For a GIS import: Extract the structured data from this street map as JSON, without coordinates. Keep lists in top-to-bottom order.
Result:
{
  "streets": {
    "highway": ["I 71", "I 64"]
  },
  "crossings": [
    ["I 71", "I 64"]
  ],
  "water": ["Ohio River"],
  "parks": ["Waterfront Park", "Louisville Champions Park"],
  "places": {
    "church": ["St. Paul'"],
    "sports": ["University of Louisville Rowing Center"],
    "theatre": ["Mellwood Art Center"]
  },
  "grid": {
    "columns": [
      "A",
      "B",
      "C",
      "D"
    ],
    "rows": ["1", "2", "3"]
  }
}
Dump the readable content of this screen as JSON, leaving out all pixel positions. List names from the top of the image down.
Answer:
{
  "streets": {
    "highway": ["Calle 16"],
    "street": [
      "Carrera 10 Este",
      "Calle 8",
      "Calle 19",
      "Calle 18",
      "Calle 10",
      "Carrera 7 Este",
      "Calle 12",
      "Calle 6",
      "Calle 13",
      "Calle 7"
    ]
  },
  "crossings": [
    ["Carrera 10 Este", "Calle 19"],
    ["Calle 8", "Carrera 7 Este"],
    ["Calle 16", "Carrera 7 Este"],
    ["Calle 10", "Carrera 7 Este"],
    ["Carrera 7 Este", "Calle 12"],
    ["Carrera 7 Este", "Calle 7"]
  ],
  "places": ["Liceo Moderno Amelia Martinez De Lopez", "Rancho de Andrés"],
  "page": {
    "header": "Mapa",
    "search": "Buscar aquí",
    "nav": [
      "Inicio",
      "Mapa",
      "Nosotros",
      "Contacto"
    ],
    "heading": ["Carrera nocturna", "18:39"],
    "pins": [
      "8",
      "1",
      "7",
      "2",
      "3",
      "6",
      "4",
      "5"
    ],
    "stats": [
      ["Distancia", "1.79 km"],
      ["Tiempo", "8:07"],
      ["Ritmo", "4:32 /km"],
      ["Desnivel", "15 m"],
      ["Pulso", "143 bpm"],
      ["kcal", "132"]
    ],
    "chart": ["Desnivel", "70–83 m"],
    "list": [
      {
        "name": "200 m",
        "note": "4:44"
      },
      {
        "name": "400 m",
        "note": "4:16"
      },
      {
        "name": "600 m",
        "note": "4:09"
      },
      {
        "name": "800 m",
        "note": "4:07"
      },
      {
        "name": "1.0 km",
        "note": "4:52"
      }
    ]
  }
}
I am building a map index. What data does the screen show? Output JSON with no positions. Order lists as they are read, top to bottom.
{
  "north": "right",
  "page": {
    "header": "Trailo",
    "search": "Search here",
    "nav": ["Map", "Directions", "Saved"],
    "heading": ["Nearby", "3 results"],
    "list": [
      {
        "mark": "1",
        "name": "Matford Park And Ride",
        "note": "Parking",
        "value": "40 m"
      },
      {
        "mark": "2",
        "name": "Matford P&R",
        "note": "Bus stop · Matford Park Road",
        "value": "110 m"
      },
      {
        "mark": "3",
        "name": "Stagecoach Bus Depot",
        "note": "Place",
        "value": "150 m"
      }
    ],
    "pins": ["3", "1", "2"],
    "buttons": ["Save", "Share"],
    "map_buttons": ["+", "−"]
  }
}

• • • •

#### PROBLEM TO SOLVE
Write down again the exact lines running from the beginning of the data to the line containing "Dump the readable", with both ends included.

#### RESPONSE TO THE EXERCISE
For a GIS import: Extract the structured data from this street map as JSON, without coordinates. Keep lists in top-to-bottom order.
Result:
{
  "streets": {
    "highway": ["I 71", "I 64"]
  },
  "crossings": [
    ["I 71", "I 64"]
  ],
  "water": ["Ohio River"],
  "parks": ["Waterfront Park", "Louisville Champions Park"],
  "places": {
    "church": ["St. Paul'"],
    "sports": ["University of Louisville Rowing Center"],
    "theatre": ["Mellwood Art Center"]
  },
  "grid": {
    "columns": [
      "A",
      "B",
      "C",
      "D"
    ],
    "rows": ["1", "2", "3"]
  }
}
Dump the readable content of this screen as JSON, leaving out all pixel positions. List names from the top of the image down.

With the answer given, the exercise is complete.